Adventures

I created this blog back in 2010 with the hopes that you, my friend, would follow me as I (figuratively) sailed around the world. Now I hope to keep you entertained with silly anecdotes, whimsical stories, cutting analysis and random thoughts on the world, while traveling hither and thither. P.S. All material on this blog, words and photos alike, are copyrighted by me. Copyright 2022. If you decide that this material is worth re-publishing, please give me credit and lots and lots of money.

Tuesday, September 24, 2013

Kuta Lombok





Gerupuk


I wrote this three days ago but have not had an opportunity (ambition? down time?) to post it until now. 

For a while there I was doubting my identity as a surfer. After not surfing for five months, I was beginning to think that maybe surfing isn't worth it after all, that maybe the anxiety and hassle caused by surfing might not be worth it.  These thoughts actually entered my mind.  And then I got to Lombok. 

In Sumbawa we had heard good things about Lombok - that while there are death trap waves, there are also waves mere mortals (such as myself) could surf. Upon arrival we checked in to Tri Putri homestay and for $10/night Kyle and I got a decent room. We promptly rented a motorbike and set off looking for waves. 

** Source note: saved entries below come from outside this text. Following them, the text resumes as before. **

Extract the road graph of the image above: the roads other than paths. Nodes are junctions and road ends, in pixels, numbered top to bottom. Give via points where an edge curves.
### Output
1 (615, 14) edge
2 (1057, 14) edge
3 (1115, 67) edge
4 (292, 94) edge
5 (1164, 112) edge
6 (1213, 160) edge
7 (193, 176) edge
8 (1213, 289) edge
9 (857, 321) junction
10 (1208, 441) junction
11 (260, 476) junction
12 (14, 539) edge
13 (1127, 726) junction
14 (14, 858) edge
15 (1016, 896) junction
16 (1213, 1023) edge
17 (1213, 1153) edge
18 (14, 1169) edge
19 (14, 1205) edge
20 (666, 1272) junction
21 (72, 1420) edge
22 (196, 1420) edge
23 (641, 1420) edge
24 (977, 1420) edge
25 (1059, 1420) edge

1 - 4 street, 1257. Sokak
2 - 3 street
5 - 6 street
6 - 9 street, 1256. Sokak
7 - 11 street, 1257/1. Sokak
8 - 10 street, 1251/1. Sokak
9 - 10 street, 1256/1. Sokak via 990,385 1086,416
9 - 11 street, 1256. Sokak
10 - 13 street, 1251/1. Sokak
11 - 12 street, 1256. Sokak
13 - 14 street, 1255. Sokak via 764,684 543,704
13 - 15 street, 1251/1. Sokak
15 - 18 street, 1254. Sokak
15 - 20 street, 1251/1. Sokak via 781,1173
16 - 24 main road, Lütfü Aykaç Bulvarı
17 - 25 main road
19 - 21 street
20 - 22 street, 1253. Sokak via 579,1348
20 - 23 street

Mawi was our first stop, a 45 minute ride from Kuta Lombok. Most of the ride there was beautiful with well paves roads winding through  villages nestled among the green hills, and breath-taking ocean views around every other corner. Only the occasional herd of water buffalo, goats or kids playing in the road got in our way.  A honk, a smile and a wave as we passed through. 

Unfortunately after the turn off for Mawi beach (10,000 rp entrance fee) the road turned to gravel and for the last few miles to the beach and Kyle nearly has bruises on his ribs from me digging my nails into him. I might have been a little skittish from our spill in Sumbawa, and by the time we arrived at Mawi beach my nerves were too frayed to think about surfing. 

I always feel defeated when I set out to surf,  only to chicken out at the last minute - especially when the waves are supposed to be "mellow".  However, Mawi was not particularly mellow. It was dead low tide ad while the sets - which were a bit overhead- broke in deep water, the smaller waves drained across the very shallow reef. I opted to watch from the beach and had to drown my sorrows with Bintangs  that evening.  

Over beers we chatted with other surfing travellers. Everybody told us to go to Gerupuk, where there are five waves to choose from, two of which are "mellow". I didn't really believe this but I was getting pretty desperate to reaffirm my identity as a surfer, so the next morning Kyle and I rode out to Gerupuk.

Gerupuk is a little fishing village that has sprouted surf shops and home stays in recent years because of the waves it plays host to. Most people still opt to stay in Kuta Lombok - where there is a bit more going on - but I really liked Gerupuk. I found it more authentic and less touristy than Kuta, but we didn't bother to get accommodation there. 

The drive to Gerupuk was much easier than that to Mawi so my nerves were not shattered when we arrived. After negotiating a price for the boat out to the waves (90,000 rp) we loaded up and headed to Insides. Although it was crowded, a perfect little A-frame wave was rolling through consistently over a sand and grass bottom. Score. Kyle and I spent the next two hours and then the next four days surfing the hell out of that wave. I am finally getting my paddle power and my confidence back - just in time to surf Bali. 

Two nights ago our friend from UCSC showed up at our door as we were getting ready to go for dinner. We had a great reunion, surfed together and he showed us his pictures of the previous week in Bali, with epic lefts rolling in around every corner. It got me super excited about Bali and made it a little bit easier to leave Kuta Lombok. 

This morning as I was packing my bag I found a scorpion chilling on my frisbee. I screamed (naturally) and fortunately Kyle was brave enough to toss it out the door. When I thanked the lady at reception for out great stay (minus being eaten alive by bugs in our room) I mentioned that there was a scorpion in the room. She laughed and said that they don't hurt people. Right. 

Our stay in Kuta was very enjoyable. The town itself is low key - touristy enough to find bars showing American football on TV but not so over the top that one could forget they were in Indonesia. And while the local surfers were not the most forthcoming with info on waves in the area, I totally understand. It's not easy to have your home break clogged with western tourists learning to surf. Some of the local guys absolutely rip and it was fun to surf with them.  I found them to be far more respectful than some of the other surfers out. 

Kyle and I are now on the ferry to Bali. While we did not see much of the island of Lombok, I saw exactly what I wanted to see there. Mom and Dad are anchored off Lovina Beach in north Bali, and after we make the pilgrimage to the surf mecca that is Uluwatu and the Bukit peninsula in general, we will meet up with them again and head to Kalimantan to see orang-utans.  I like Indo. It's a bit crazy. 

P.S. sorry once again for the weird formatting and grammatical errors... I blame the iPhone.